#### Exercise brief:
Compute how many lines in the data below hold the word "roads", then report that number with nothing else.

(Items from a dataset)
#####
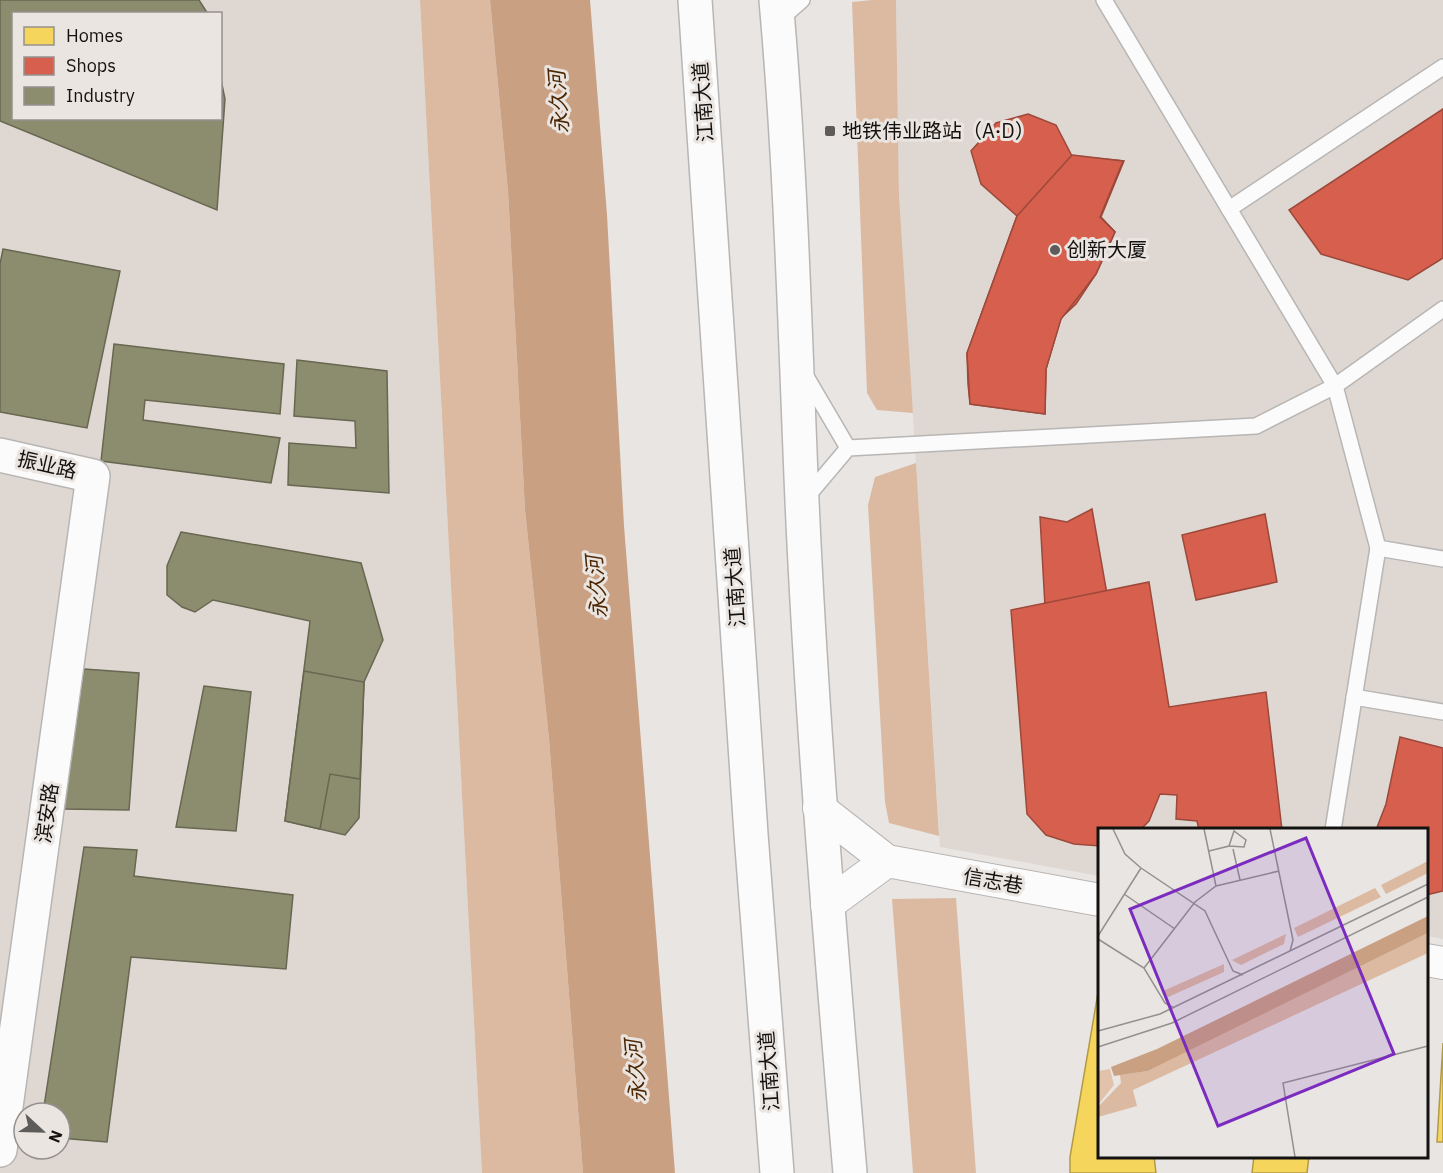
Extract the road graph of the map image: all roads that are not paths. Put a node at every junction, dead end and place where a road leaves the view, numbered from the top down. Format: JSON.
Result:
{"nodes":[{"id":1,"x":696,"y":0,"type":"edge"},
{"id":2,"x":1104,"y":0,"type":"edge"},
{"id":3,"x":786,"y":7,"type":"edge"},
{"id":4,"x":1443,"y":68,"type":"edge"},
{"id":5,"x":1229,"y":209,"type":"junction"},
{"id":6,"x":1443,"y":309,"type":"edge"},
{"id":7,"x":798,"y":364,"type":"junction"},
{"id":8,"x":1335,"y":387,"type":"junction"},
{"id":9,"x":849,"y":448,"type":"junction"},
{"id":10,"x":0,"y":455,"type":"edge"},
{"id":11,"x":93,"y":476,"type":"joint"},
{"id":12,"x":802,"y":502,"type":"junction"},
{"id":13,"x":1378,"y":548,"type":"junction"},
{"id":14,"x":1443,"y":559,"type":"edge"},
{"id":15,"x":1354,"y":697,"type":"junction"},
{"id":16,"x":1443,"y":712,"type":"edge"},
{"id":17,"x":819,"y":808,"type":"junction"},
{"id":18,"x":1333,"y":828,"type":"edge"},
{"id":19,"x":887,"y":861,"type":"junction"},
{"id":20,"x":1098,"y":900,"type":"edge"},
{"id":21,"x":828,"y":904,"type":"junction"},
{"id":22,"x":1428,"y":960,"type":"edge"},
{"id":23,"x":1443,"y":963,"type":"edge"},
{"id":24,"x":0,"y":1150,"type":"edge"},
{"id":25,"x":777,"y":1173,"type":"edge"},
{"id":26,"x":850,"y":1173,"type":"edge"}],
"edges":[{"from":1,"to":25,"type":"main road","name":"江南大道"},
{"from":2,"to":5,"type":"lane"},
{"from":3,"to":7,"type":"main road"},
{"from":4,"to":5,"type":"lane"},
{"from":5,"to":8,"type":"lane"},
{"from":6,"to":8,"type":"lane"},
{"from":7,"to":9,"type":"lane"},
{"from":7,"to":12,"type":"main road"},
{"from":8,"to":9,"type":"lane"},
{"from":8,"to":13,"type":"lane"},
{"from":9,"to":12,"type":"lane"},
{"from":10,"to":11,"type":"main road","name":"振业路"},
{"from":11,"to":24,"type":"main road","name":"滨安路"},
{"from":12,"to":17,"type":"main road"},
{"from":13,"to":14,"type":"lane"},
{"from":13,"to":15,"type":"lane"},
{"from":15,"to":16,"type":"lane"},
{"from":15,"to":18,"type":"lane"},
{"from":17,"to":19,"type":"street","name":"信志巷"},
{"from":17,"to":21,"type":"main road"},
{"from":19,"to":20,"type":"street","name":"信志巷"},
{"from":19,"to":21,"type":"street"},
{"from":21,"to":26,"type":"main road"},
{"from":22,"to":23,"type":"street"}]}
#####
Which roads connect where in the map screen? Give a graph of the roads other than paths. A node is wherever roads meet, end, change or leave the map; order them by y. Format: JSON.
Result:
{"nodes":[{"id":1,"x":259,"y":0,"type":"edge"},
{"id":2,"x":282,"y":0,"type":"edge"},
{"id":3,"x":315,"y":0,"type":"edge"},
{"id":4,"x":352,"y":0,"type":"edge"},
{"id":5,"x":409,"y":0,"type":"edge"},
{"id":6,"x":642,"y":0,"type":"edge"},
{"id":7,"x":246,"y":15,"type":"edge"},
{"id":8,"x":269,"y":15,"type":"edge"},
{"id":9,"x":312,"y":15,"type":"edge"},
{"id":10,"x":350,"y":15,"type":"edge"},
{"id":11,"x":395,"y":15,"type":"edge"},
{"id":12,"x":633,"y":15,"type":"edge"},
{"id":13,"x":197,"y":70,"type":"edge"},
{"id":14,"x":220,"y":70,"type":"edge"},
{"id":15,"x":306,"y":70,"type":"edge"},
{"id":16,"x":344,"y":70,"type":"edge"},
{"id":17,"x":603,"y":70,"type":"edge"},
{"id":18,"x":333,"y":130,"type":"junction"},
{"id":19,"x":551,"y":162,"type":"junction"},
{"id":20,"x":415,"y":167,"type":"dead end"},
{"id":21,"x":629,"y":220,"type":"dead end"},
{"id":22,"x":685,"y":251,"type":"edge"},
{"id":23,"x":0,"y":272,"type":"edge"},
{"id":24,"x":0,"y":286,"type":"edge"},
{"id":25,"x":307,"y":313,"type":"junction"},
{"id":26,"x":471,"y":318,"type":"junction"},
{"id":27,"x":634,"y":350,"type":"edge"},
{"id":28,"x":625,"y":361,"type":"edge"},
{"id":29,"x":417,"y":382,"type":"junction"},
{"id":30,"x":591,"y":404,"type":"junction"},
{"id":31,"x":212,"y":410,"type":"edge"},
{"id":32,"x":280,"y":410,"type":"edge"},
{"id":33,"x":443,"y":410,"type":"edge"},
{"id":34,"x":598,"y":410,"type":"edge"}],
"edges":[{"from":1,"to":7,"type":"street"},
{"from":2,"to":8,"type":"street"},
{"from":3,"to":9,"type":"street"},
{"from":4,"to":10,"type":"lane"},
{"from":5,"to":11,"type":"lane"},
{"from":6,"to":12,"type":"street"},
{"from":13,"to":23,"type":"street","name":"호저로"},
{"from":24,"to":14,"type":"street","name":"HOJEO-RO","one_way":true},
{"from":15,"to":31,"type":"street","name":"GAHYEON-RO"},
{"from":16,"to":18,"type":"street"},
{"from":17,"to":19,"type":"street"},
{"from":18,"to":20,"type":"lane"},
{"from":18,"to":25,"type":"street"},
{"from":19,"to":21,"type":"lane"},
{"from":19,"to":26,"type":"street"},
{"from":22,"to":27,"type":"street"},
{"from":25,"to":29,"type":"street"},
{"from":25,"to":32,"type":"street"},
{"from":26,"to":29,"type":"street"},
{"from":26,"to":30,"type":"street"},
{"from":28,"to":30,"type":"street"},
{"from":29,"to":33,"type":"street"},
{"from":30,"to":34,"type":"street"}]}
#####
#### Result:
2